Scan the material below for lines with the word "Dronning". Reply with the count and no other words.

** Opening Dataset records block **

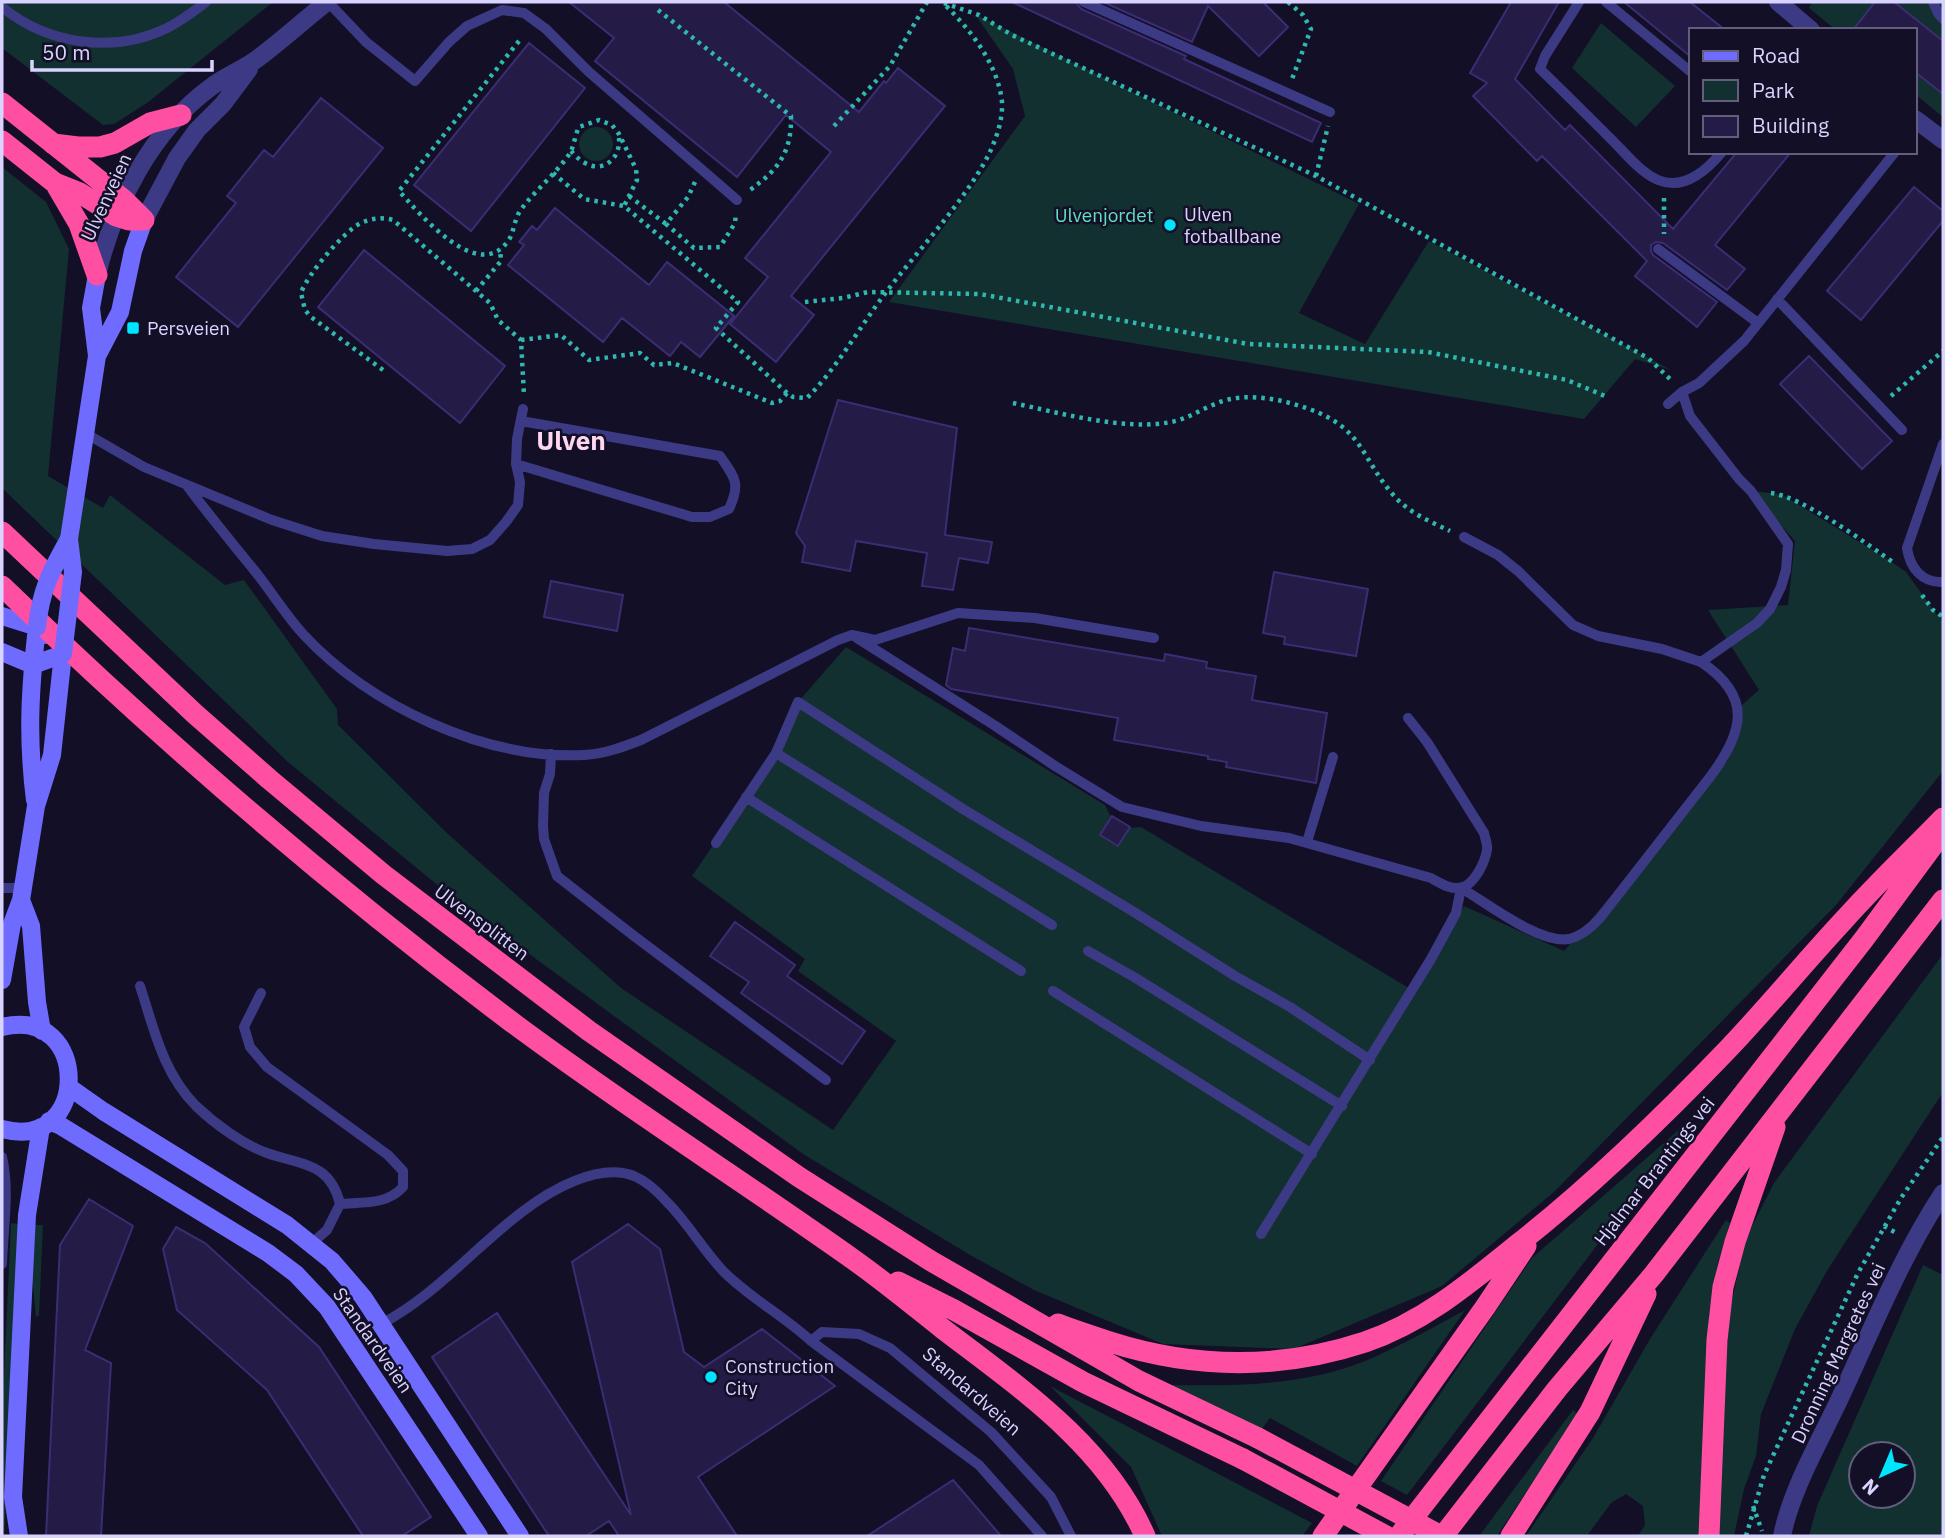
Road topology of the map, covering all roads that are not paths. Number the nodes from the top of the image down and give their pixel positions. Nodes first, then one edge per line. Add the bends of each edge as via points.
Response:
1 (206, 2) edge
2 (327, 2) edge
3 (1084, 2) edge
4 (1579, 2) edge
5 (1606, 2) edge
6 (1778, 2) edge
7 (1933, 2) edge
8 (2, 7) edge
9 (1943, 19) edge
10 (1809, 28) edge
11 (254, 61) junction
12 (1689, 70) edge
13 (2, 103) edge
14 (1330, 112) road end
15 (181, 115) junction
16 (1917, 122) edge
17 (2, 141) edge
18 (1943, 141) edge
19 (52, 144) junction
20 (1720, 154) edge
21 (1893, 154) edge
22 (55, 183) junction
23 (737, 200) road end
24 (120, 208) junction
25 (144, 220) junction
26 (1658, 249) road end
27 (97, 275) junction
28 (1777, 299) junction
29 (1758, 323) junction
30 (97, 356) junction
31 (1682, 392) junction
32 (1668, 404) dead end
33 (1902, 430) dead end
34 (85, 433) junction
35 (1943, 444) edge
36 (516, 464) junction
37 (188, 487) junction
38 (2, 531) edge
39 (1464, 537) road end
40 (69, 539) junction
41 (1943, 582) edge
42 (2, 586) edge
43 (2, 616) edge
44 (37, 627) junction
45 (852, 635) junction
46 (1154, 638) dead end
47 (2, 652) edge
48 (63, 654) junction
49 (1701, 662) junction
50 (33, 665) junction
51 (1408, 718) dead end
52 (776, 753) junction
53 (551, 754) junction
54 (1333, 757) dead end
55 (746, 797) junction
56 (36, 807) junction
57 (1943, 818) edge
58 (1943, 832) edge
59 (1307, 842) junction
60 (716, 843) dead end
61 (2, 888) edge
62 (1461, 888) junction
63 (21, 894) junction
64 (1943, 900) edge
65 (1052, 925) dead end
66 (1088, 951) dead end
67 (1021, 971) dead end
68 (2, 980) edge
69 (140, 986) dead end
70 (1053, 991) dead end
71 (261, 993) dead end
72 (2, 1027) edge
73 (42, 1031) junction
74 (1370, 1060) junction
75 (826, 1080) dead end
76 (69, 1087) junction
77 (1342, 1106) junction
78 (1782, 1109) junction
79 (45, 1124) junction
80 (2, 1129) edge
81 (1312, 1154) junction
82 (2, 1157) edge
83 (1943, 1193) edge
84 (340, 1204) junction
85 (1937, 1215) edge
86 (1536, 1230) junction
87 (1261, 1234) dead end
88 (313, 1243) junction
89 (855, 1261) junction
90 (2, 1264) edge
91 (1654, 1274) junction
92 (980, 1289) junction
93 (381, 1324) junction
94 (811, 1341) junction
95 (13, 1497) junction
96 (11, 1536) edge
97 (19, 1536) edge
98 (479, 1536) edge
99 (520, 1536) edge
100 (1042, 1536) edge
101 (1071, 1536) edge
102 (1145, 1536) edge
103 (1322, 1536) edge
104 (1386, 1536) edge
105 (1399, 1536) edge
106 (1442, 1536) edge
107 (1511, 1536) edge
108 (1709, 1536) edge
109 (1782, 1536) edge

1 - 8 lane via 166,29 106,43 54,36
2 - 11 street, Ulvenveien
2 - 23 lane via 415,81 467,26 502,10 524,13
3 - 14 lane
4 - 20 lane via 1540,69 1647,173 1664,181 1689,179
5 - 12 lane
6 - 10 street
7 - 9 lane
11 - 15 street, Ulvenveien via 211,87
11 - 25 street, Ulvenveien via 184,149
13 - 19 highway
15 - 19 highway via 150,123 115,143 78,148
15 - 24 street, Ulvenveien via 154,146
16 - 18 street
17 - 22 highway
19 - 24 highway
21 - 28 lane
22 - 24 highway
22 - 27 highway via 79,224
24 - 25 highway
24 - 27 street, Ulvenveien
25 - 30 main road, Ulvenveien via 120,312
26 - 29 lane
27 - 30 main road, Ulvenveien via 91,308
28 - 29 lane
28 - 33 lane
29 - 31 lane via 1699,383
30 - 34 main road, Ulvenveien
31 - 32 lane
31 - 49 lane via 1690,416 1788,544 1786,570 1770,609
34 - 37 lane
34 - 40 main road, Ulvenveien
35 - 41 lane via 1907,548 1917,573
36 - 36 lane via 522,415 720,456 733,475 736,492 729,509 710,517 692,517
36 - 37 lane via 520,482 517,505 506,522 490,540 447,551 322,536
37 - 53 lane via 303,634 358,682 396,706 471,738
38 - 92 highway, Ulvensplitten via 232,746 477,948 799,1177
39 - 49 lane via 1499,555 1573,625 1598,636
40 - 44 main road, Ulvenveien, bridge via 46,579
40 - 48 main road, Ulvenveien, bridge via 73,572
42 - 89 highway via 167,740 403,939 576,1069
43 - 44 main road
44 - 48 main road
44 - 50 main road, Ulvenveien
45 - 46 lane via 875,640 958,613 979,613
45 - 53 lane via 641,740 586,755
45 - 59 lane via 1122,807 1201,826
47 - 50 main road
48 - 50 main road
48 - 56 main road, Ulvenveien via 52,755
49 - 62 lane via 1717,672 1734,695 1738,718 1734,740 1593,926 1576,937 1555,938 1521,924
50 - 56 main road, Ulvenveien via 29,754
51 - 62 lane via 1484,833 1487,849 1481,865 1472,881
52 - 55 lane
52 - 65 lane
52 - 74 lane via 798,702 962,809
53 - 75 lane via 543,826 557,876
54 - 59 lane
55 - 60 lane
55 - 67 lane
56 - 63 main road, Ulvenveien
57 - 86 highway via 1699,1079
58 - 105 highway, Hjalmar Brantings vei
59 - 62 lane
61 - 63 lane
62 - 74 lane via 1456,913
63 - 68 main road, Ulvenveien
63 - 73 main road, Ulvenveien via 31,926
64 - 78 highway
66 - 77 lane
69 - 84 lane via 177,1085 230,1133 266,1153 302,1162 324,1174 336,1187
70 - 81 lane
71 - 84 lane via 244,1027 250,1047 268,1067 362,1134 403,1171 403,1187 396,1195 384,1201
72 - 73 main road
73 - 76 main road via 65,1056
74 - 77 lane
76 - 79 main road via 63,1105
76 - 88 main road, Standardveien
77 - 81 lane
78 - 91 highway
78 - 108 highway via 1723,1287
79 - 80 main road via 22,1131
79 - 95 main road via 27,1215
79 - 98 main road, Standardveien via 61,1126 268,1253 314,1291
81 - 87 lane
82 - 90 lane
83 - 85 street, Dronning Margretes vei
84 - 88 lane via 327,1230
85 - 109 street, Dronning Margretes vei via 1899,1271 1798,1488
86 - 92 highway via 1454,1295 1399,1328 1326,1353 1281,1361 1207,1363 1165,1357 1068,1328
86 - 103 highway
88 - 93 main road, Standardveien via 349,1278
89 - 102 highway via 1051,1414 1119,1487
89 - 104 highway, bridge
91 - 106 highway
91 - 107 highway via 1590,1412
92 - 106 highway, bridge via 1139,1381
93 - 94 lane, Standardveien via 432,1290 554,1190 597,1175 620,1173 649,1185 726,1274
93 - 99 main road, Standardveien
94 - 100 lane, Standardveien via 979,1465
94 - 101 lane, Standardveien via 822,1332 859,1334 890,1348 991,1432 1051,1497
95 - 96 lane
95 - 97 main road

** Closing Dataset records block **
** Opening Dataset records block **

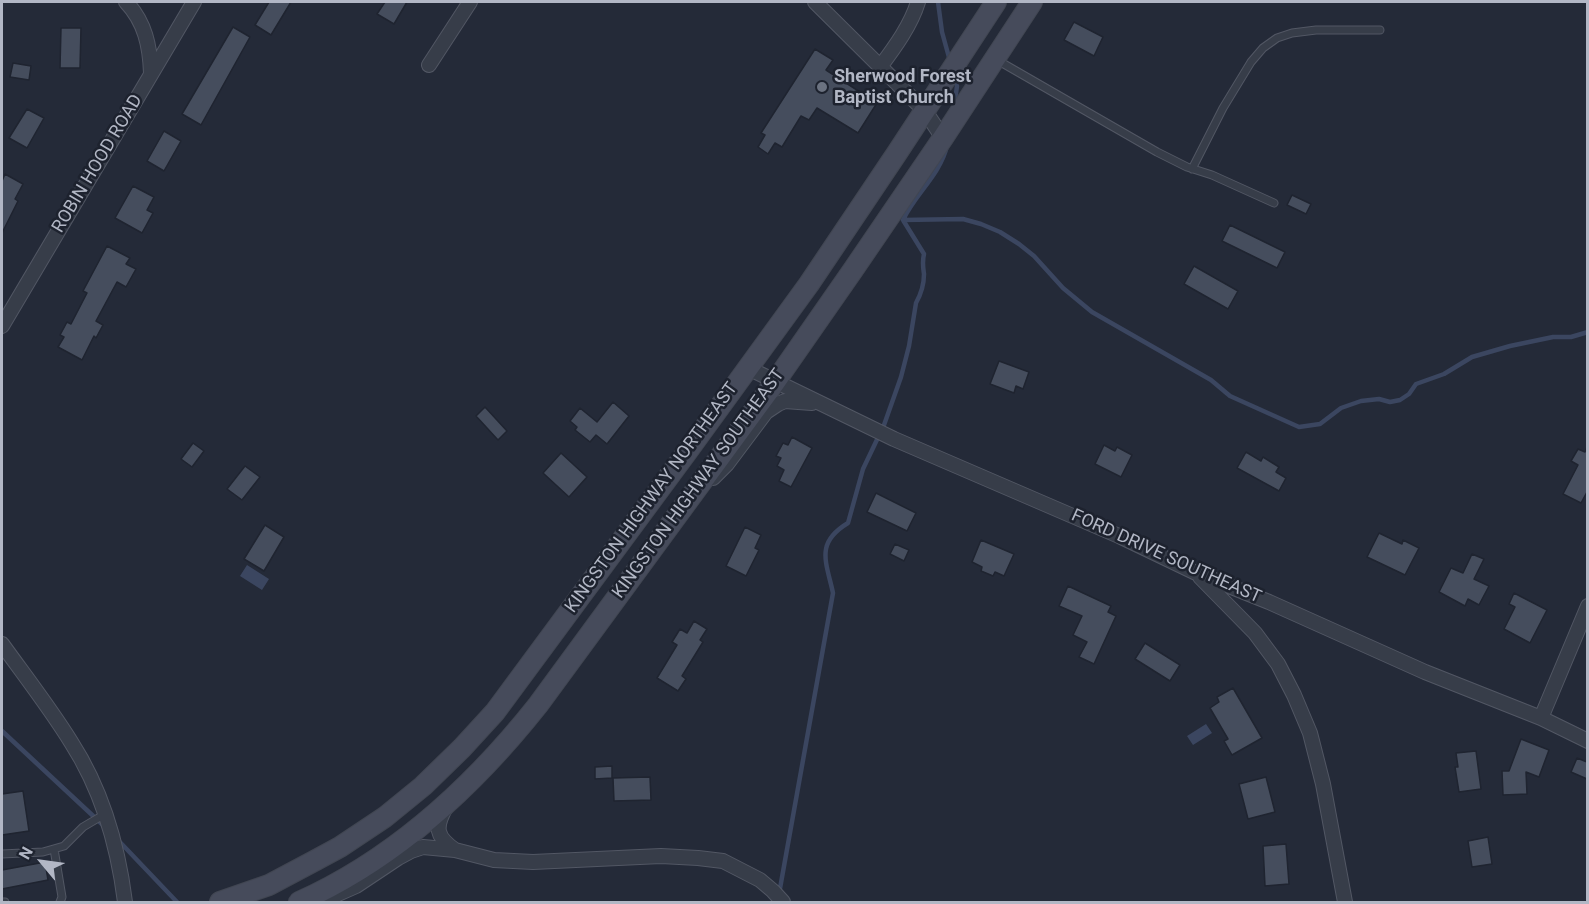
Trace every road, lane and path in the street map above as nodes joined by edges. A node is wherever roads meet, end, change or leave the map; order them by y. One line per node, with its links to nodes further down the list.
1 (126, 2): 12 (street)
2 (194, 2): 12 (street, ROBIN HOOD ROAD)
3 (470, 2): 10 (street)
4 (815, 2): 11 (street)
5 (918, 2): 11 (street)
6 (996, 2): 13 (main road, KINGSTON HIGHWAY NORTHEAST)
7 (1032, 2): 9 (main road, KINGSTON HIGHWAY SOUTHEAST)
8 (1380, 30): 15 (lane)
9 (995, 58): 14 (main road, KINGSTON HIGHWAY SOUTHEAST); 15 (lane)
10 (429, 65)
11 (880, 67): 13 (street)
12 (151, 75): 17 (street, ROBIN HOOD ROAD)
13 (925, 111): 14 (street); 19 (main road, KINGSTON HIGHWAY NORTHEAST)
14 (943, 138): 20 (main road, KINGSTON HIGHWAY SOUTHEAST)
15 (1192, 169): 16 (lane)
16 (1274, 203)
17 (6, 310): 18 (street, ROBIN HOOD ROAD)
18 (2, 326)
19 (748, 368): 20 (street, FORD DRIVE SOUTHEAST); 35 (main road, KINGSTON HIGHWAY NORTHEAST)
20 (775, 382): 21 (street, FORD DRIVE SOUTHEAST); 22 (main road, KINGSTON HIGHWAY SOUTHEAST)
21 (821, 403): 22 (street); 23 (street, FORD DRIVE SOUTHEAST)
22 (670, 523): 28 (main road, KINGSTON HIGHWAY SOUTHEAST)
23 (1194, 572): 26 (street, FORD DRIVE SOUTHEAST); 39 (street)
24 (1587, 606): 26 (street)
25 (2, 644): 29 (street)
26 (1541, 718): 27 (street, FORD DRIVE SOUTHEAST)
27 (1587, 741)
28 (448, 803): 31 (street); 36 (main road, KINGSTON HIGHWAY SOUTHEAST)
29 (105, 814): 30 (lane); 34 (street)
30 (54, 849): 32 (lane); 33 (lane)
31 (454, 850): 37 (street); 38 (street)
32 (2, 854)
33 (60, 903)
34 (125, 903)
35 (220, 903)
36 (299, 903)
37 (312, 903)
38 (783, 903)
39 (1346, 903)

** Closing Dataset records block **

- Response to this exercise: 2